When I first heard the title of this movie, I thought that it was some kind of a documentary, which digs into the notorious mega-hotel constructions that have been going on since the 1990's in Bulgaria, trying to capitalize on the used-to-be beautiful and peaceful seaside of the Balkan country.
But it turned out that the movie is on a different page. Based on Ina Vultchanova's book, the film by Kostadin Bonev "The sinking of Sozopol", rather explores a person's self-deconstructive power, accompanied by an incinerating love, drowned and revived by 10 bottles of vodka and a couple of friends. All this takes place in Sozopol - the oldest coastal town in Bulgaria. It has tiny cobbled streets, rocky coasts and sandy beaches with old pre-1989 styled cafés and shops.

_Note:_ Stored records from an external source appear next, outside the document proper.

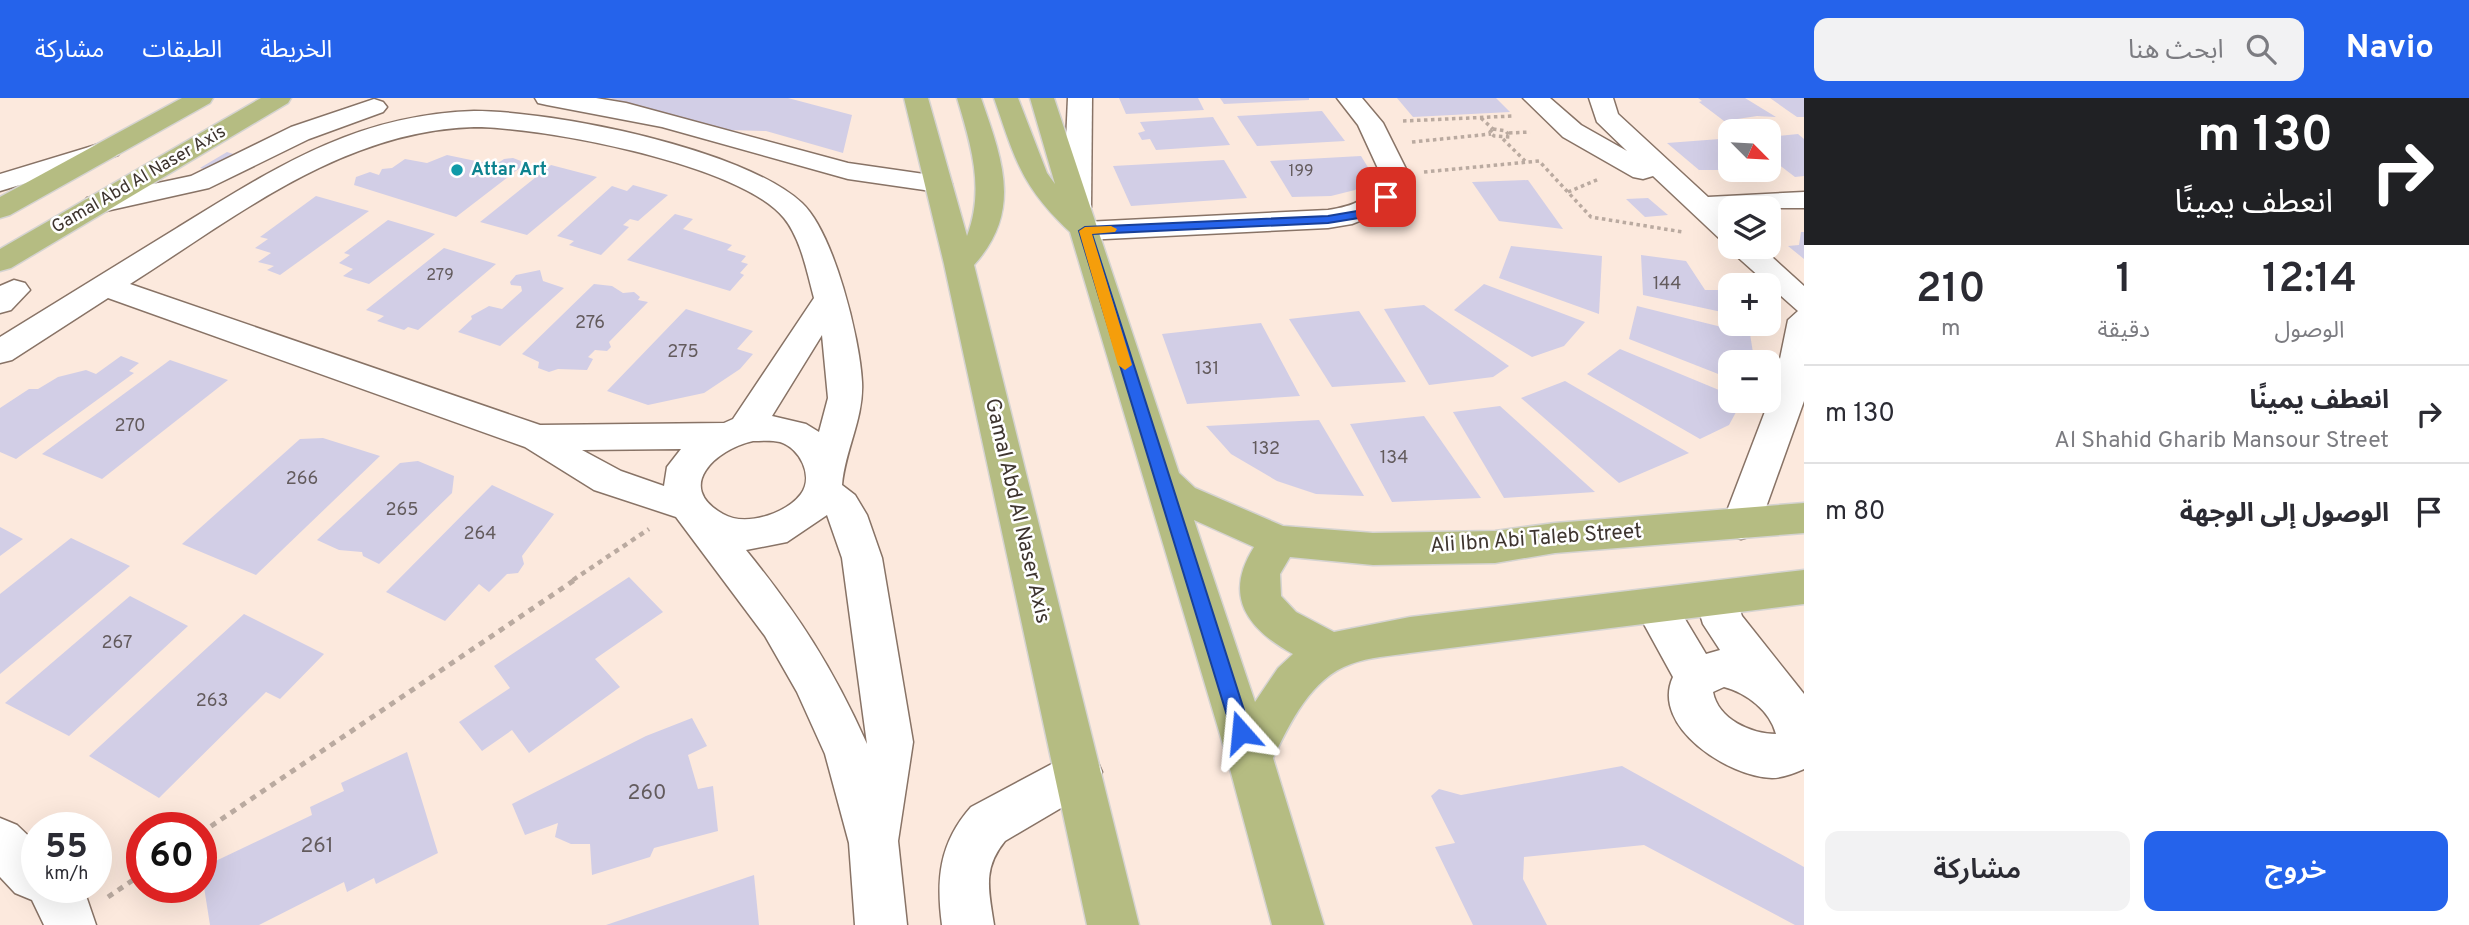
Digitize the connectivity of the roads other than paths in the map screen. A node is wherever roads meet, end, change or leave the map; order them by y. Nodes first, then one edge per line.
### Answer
1 (201, 98) edge
2 (279, 98) edge
3 (422, 98) edge
4 (547, 98) edge
5 (916, 98) edge
6 (969, 98) edge
7 (1006, 98) edge
8 (1042, 98) edge
9 (1080, 98) edge
10 (1349, 98) edge
11 (1601, 98) edge
12 (1544, 107) edge
13 (111, 148) junction
14 (856, 151) dead end
15 (935, 174) junction
16 (0, 183) edge
17 (1681, 187) junction
18 (1804, 200) edge
19 (97, 205) junction
20 (1703, 206) junction
21 (0, 209) edge
22 (1081, 219) junction
23 (1718, 221) edge
24 (1757, 259) edge
25 (0, 262) edge
26 (959, 264) junction
27 (104, 286) junction
28 (829, 299) junction
29 (1804, 303) edge
30 (1804, 320) edge
31 (0, 352) edge
32 (734, 432) junction
33 (538, 438) junction
34 (1159, 477) junction
35 (824, 480) junction
36 (695, 516) junction
37 (1804, 519) edge
38 (1741, 524) junction
39 (1279, 541) junction
40 (1804, 587) edge
41 (1716, 598) junction
42 (1654, 606) junction
43 (1333, 651) junction
44 (1695, 675) junction
45 (1780, 693) junction
46 (1250, 758) junction
47 (1077, 772) junction
48 (874, 843) junction
49 (63, 903) edge
50 (70, 925) edge
51 (881, 925) edge
52 (968, 925) edge
53 (1113, 925) edge
54 (1298, 925) edge

1 - 13 main road, Gamal Abd Al Naser Axis
2 - 19 main road, Gamal Abd Al Naser Axis
3 - 19 street
4 - 15 street
5 - 15 main road, Gamal Abd Al Naser Axis
6 - 26 main road
7 - 22 main road
8 - 22 main road
9 - 22 street
10 - 22 street
11 - 17 street
12 - 17 street
13 - 16 street
13 - 21 main road, Gamal Abd Al Naser Axis
14 - 15 street
15 - 26 main road, Gamal Abd Al Naser Axis
17 - 20 street
18 - 20 street
19 - 25 main road, Gamal Abd Al Naser Axis
20 - 23 street
22 - 34 main road
24 - 29 street
26 - 47 main road, Gamal Abd Al Naser Axis
27 - 28 street
27 - 31 street
27 - 33 street
28 - 32 street
28 - 35 street
30 - 38 street
32 - 33 street
32 - 35 street
32 - 36 street
33 - 36 street
34 - 39 main road, Ali Ibn Abi Taleb Street
34 - 46 main road
35 - 36 street
35 - 48 street
36 - 48 street
37 - 38 main road, Ali Ibn Abi Taleb Street
38 - 39 main road, Ali Ibn Abi Taleb Street
39 - 43 main road
40 - 41 main road
41 - 42 main road
41 - 45 street
42 - 43 main road
42 - 44 street
43 - 46 main road
44 - 45 street
44 - 45 street
46 - 54 main road
47 - 52 street
47 - 53 main road, Gamal Abd Al Naser Axis
48 - 51 street
49 - 50 street

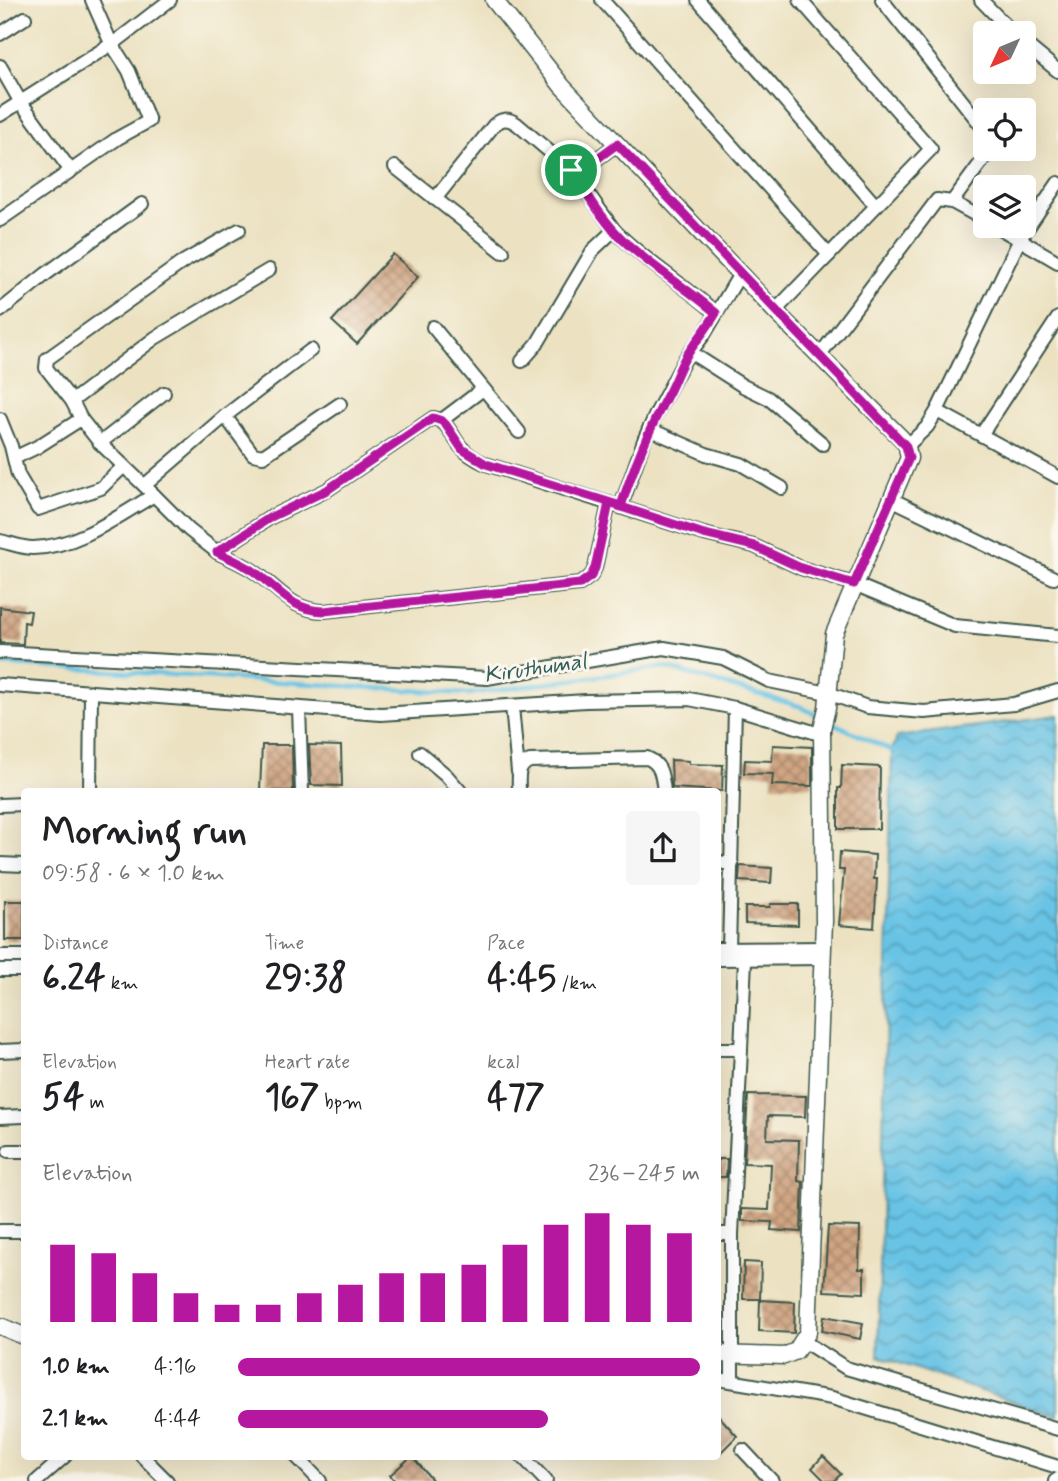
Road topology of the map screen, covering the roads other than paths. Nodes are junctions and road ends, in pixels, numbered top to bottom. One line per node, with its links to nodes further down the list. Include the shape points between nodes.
1 (92, 0): 12 (street)
2 (170, 0): 12 (street)
3 (494, 0): 19 (street, via 562,86)
4 (602, 0): 35 (street)
5 (698, 0): 28 (street)
6 (800, 0): 28 (street, via 931,149)
7 (882, 0): 18 (street)
8 (981, 0): 10 (street)
9 (25, 18): 11 (street)
10 (1001, 21)
11 (0, 34)
12 (114, 41): 16 (street); 23 (street, via 149,121)
13 (1036, 53): 15 (street)
14 (0, 66): 16 (street)
15 (1058, 70)
16 (20, 101): 17 (street); 23 (street)
17 (0, 115)
18 (973, 115)
19 (617, 144): 22 (street, via 583,169); 38 (street)
20 (982, 161): 26 (street)
21 (395, 167): 25 (street)
22 (571, 170): 25 (street, via 517,124 504,119 494,125); 32 (street)
23 (71, 172): 30 (street)
24 (1058, 183): 33 (street)
25 (435, 199): 34 (street)
26 (952, 202): 29 (street); 46 (street, via 937,200 932,205)
27 (142, 204): 39 (street)
28 (876, 206): 35 (street)
29 (973, 213)
30 (0, 220)
31 (240, 230): 50 (street, via 185,260 47,359 48,372)
32 (614, 230): 41 (street); 47 (street, via 593,250)
33 (1020, 239): 36 (street); 52 (street)
34 (503, 252)
35 (829, 255): 40 (street)
36 (1058, 262)
37 (269, 270): 50 (street, via 155,338)
38 (740, 274): 40 (street); 41 (street)
39 (0, 311)
40 (775, 311): 46 (street)
41 (716, 313): 45 (street)
42 (1058, 318): 59 (street)
43 (433, 327): 48 (street)
44 (311, 350): 53 (street)
45 (690, 352): 57 (street); 61 (street, via 768,398)
46 (819, 356): 62 (street)
47 (522, 361)
48 (483, 389): 56 (street); 58 (street)
49 (164, 393): 60 (street)
50 (72, 401): 55 (street)
51 (340, 404): 53 (street, via 262,456 254,454)
52 (937, 411): 59 (street); 62 (street)
53 (225, 416): 66 (street)
54 (0, 419): 63 (street)
55 (81, 419): 60 (street); 63 (street)
56 (442, 421): 70 (street, via 462,449 486,464); 72 (street, via 433,418 327,490 271,517)
57 (649, 429): 67 (street, via 741,464); 70 (street)
58 (519, 432)
59 (981, 435): 65 (street)
60 (100, 443): 64 (street)
61 (823, 444)
62 (906, 446): 69 (street, via 909,458)
63 (14, 458): 64 (street, via 18,475 38,509 101,488)
64 (123, 467): 66 (street)
65 (1058, 477)
66 (145, 485): 68 (street)
67 (782, 488)
68 (154, 495): 71 (street, via 65,543 30,548); 72 (street)
69 (891, 499): 73 (street); 74 (street)
70 (615, 505): 72 (street, via 595,568 580,584 309,610); 74 (street, via 754,546 801,568)
71 (0, 541)
72 (217, 552)
73 (1054, 578)
74 (854, 584): 75 (street, via 955,625); 80 (street, via 834,634)
75 (1058, 636)
76 (0, 652): 80 (street, via 486,678 664,648 723,658 769,681)
77 (0, 685): 79 (street)
78 (1058, 691): 80 (street, via 1014,704 924,712)
79 (91, 693): 83 (street); 87 (street)
80 (828, 700): 84 (street)
81 (512, 706): 82 (street, via 690,699); 83 (street, via 381,714); 86 (street)
82 (735, 708): 84 (street); 96 (street)
83 (299, 709): 88 (street)
84 (822, 732): 99 (street)
85 (420, 753): 89 (street)
86 (519, 772): 90 (street); 91 (street, via 530,761 647,758 662,771)
87 (90, 788)
88 (302, 788)
89 (457, 788)
90 (519, 788)
91 (664, 788)
92 (21, 804): 93 (street)
93 (0, 805)
94 (721, 862): 96 (street)
95 (0, 864): 97 (street)
96 (732, 864): 98 (street)
97 (21, 865)
98 (723, 949): 99 (street); 103 (street)
99 (823, 953): 103 (street); 120 (street, via 808,1332)
100 (0, 956): 101 (street)
101 (21, 956)
102 (721, 959): 103 (street)
103 (745, 959): 107 (street)
104 (0, 970): 105 (street)
105 (21, 970)
106 (721, 1049): 107 (street)
107 (741, 1049): 117 (street)
108 (21, 1050): 109 (street)
109 (0, 1051)
110 (21, 1116): 111 (street)
111 (0, 1117)
112 (9, 1151): 113 (street)
113 (21, 1151)
114 (0, 1231): 115 (street)
115 (21, 1231)
116 (721, 1234): 117 (street)
117 (732, 1234): 121 (street)
118 (0, 1326): 119 (street)
119 (21, 1335)
120 (803, 1341): 121 (street, via 796,1351 784,1356); 122 (street, via 846,1368)
121 (730, 1365): 128 (street)
122 (1058, 1429)
123 (743, 1450): 133 (street)
124 (61, 1460): 129 (street)
125 (146, 1460): 130 (street)
126 (300, 1460): 131 (street)
127 (526, 1460): 132 (street)
128 (1058, 1467)
129 (37, 1481)
130 (167, 1481)
131 (320, 1481)
132 (546, 1481)
133 (772, 1481)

In short, the plot tells about Chavo's (Deyan Donkov) dramatic life story. After a series of great misfortunes in his life, including the death of all his family members, a divorce, and a runaway true love (Snezhina Petrova as Neva), Chavo decides to commit to something like a homecoming suicide by drying out 10 liters of vodka in his old family house at the beach of Sozopol. All of this is laced by gloomy scenes of anxiously bad weather, rough sea, continuous rainfall, racked houses and hysterical outbursts.
However, I still would not define the film as a drama, but rather as a mystery. Even as a mystery, it is touched by the positive note of true friendship, because after all the hardships and the evil manifestations of life, Chavo is not alone in the sinking of his world. The bright face of friendship, depicted by Doc (Stefan Valdobrev), Ginji (Vassil Gurov) and the mystic woman in а red makintosh (Svetlana Yancheva) comes out to outshine the grey and flooding streets of Chavo's depression.
The Sinking of Sozopol was released on April 3rd, 2015. It was nominated in seven categories in the New York City International Film Festival in its 2015 edition and was awarded for Best International Feature Film.